Sunday, November 17, 2013

Badische Phantasien

Großen Ärger hat derzeit die Badische Zeitung, weil sie, wie ihr Chefredakteur betont, mit einer Karikatur, die am 9. November veröffentlicht wurde, doch bloß die Politik der gegenwärtigen israelischen Regierung kritisieren wollte.
Der “sehr real existierende und real Politik betreibende israelische Ministerpräsident” habe nämlich versucht, “die Annäherung zwischen den fünf Vetomächten im UN-Sicherheitsrat plus Deutschland sowie dem Iran im Atomkonflikt zu verhindern”.
Und darauf habe der Karikaturist Horst Haitzinger hinweisen wollen, “weil aus seiner Sicht die Lösung des Atomstreits mit dem Iran mehr Frieden brächte”, eine “Annäherung, gegen die Netanjahu mit ‘Taubengift und Schneckenkorn’ zu Leibe rücken wollte”.
“Wer die Zeichnung (die übrigens in mehreren Zeitungen erschienen ist) unvoreingenommen betrachtet, findet dort weder eine stilisierte Judenfigur noch das – mittelalterliche – Klischee vom jüdischen Brunnenvergifter.”
Man kann gewiß darüber streiten, ob es in Deutschland noch “stilisierter Judenfiguren” bedarf, um antisemitische Ressentiments zu bedienen – die Badische Zeitung wähnt sich freilich unschuldig -, an einer anderen Feststellung aber änderte dies nichts.
Thomas Fricker, der Chefredakteur der Badischen Zeitung bekennt in seinem Rechtfertigungsversuch sich dazu, den Lesern seiner Zeitung Unwahrheiten als Fakten zu verkaufen.

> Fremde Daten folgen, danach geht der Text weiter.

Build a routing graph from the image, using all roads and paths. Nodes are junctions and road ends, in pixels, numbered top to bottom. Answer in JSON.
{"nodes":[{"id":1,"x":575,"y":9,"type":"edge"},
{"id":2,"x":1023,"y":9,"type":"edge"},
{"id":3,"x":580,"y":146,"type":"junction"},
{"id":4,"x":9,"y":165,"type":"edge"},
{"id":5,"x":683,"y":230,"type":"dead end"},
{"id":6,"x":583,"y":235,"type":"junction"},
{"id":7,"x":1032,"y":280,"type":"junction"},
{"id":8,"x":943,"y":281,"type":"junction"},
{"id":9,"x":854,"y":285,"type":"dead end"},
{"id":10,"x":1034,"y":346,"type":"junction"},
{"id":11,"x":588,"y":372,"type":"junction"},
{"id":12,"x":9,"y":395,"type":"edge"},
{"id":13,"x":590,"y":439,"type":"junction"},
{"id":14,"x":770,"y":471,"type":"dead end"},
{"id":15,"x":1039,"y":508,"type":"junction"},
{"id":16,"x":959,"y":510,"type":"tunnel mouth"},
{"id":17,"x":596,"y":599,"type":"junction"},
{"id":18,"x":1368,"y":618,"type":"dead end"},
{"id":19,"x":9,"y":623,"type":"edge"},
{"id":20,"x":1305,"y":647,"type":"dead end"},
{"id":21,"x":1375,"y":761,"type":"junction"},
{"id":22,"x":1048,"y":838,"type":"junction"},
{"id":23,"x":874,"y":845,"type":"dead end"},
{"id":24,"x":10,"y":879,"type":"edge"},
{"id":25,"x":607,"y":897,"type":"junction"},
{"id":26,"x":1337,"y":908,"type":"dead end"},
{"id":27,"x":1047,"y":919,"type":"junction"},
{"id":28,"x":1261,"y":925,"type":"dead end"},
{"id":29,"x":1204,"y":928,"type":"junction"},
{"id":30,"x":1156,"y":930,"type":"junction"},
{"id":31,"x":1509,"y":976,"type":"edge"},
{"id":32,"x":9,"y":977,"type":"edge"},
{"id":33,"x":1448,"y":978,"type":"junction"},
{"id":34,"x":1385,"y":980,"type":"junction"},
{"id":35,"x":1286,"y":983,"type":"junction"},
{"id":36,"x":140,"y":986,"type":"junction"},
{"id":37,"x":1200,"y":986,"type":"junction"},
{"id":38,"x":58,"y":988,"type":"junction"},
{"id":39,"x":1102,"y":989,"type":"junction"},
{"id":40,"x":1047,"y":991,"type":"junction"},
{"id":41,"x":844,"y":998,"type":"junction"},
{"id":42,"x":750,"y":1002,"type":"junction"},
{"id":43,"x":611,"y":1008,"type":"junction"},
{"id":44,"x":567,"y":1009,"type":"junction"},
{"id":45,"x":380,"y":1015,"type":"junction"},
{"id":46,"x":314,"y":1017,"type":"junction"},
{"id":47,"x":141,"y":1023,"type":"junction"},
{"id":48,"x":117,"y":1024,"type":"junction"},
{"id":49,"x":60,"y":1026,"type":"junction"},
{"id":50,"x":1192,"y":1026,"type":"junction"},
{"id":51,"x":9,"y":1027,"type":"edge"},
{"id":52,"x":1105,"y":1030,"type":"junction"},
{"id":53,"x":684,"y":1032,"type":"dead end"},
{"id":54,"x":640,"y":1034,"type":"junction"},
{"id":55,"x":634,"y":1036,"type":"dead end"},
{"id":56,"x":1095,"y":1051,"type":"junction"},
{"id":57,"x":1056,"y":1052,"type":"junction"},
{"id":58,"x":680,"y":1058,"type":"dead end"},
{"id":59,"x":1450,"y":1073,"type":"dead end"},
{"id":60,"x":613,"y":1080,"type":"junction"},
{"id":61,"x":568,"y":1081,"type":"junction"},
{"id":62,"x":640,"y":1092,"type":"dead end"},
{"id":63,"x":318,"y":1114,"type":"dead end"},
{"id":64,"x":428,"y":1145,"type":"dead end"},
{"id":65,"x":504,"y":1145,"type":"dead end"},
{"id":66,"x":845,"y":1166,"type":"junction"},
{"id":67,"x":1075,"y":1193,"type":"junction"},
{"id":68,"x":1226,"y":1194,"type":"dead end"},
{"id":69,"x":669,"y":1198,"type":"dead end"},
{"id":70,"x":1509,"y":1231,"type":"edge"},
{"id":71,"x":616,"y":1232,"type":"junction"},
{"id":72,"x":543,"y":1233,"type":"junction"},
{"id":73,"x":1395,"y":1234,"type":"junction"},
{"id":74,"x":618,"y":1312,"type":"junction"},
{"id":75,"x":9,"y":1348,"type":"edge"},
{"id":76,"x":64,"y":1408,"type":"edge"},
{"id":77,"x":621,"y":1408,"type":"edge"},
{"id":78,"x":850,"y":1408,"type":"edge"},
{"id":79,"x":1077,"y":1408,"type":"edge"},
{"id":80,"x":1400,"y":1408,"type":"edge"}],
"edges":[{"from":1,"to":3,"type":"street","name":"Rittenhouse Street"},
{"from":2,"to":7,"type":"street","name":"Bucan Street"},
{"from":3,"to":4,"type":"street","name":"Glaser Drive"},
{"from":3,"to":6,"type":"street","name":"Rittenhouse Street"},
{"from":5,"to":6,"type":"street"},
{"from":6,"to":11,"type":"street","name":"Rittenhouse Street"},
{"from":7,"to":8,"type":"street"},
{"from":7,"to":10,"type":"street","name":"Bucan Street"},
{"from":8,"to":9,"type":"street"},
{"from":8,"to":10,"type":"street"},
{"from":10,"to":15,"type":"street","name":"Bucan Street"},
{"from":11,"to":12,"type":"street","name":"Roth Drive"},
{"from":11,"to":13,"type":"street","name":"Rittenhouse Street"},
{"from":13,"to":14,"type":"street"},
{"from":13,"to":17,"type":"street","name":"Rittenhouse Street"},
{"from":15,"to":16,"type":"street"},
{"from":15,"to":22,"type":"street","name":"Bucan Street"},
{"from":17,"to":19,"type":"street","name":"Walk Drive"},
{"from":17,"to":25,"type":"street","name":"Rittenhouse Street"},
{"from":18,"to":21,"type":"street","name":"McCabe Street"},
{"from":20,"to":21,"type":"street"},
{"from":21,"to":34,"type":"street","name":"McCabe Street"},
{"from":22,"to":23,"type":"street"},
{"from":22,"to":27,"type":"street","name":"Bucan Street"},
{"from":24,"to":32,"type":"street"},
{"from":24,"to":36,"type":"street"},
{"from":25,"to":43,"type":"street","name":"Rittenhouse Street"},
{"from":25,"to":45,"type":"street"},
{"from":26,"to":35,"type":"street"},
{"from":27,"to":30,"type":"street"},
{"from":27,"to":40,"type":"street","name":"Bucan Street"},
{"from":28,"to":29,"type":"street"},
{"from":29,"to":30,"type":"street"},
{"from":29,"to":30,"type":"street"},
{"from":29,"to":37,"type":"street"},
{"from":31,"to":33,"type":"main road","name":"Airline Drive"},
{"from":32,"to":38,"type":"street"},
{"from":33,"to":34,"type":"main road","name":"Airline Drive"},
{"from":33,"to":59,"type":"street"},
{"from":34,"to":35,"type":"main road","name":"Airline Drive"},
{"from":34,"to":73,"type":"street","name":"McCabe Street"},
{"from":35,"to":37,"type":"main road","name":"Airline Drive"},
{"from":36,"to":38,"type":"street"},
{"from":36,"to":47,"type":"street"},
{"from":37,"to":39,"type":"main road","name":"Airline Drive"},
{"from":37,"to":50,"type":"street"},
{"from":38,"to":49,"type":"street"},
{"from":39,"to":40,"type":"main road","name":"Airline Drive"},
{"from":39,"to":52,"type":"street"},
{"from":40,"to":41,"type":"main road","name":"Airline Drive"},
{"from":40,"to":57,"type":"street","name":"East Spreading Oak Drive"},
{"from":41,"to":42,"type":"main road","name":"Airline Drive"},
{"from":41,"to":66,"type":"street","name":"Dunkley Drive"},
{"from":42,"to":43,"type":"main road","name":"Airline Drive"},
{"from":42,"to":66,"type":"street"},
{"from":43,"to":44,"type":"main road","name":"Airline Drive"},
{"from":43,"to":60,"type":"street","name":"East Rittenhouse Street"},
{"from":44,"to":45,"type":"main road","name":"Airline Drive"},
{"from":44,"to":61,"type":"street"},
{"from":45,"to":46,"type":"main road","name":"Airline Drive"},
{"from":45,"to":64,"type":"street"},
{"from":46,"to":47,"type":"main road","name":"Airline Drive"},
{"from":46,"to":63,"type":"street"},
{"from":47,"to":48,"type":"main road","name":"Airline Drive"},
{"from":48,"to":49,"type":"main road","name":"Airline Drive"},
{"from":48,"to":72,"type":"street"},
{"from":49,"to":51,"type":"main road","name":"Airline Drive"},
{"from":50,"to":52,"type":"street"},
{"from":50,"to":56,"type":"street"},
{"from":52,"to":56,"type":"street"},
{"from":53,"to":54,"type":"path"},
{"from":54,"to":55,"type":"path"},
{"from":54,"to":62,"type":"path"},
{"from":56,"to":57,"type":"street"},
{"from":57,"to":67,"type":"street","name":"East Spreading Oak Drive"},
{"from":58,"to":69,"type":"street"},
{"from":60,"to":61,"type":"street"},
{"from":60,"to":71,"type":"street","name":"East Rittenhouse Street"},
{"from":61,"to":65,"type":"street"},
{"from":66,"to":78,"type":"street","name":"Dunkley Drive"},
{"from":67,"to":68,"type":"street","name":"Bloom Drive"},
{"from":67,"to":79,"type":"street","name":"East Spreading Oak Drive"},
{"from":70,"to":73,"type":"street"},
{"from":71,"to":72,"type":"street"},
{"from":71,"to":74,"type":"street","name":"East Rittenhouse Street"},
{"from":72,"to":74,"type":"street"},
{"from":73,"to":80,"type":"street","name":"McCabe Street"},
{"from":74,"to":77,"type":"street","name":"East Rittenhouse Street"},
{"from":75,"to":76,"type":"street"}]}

Er behauptet, die erwähnte “Annäherung” sei gleichbedeutend mit “mehr Frieden”.
Das jedoch ist falsch. Der Flirt zwischen dem Weißen Haus und Teheran stürzt die Herrscher Saudi Barbariens in einige Besorgnis, sogar von “Wut” in Riad wird berichtet, die sich nicht nur im Verzicht des Königreichs auf einen Sitz im UN-Sicherheitsrat äußerte.
“Saudi Arabia has invested in Pakistani nuclear weapons projects, and believes it could obtain atomic bombs at will, a variety of sources have told BBC Newsnight.
While the kingdom’s quest has often been set in the context of countering Iran’s atomic programme, it is now possible that the Saudis might be able to deploy such devices more quickly than the Islamic republic.”
Was angeblich vorhandene israelische Kernwaffen in Jahrzehnten nicht vermochten – die Aussicht auf eine “Annäherung zwischen den fünf Vetomächten im UN-Sicherheitsrat plus Deutschland sowie dem Iran” schaffte es: Riad erwägt, Atommacht zu werden.
Und Saudi Barbarien ist nicht allein. “[T]here will certainly be countries such as Saudi Arabia, Egypt, and maybe even Turkey that will want to obtain nuclear capabilities”, warnt Ephraim Asculai vom Institute for National Security Studies an der Universität Tel Aviv.
Es ist daher eben gerade so, wie Benjamin Netanjahu analysierte: “Iran gives practically nothing, and it gets a hell of a lot. That’s a bad deal.” Ein Deal zudem, der das Potential hätte, einen nuklearen Rüstungswettlauf zu initiieren, das Gegenteil von “mehr Frieden”.
Für den steht tatsächlich Benjamin Netanjahu, stehen “Benjamin Netanjahu & Co.”, nicht aber Teheran einer- und mindestens vier der fünf Vetomächte im UN-Sicherheitsrat sowie Deutschland und die Badische Zeitung andererseits.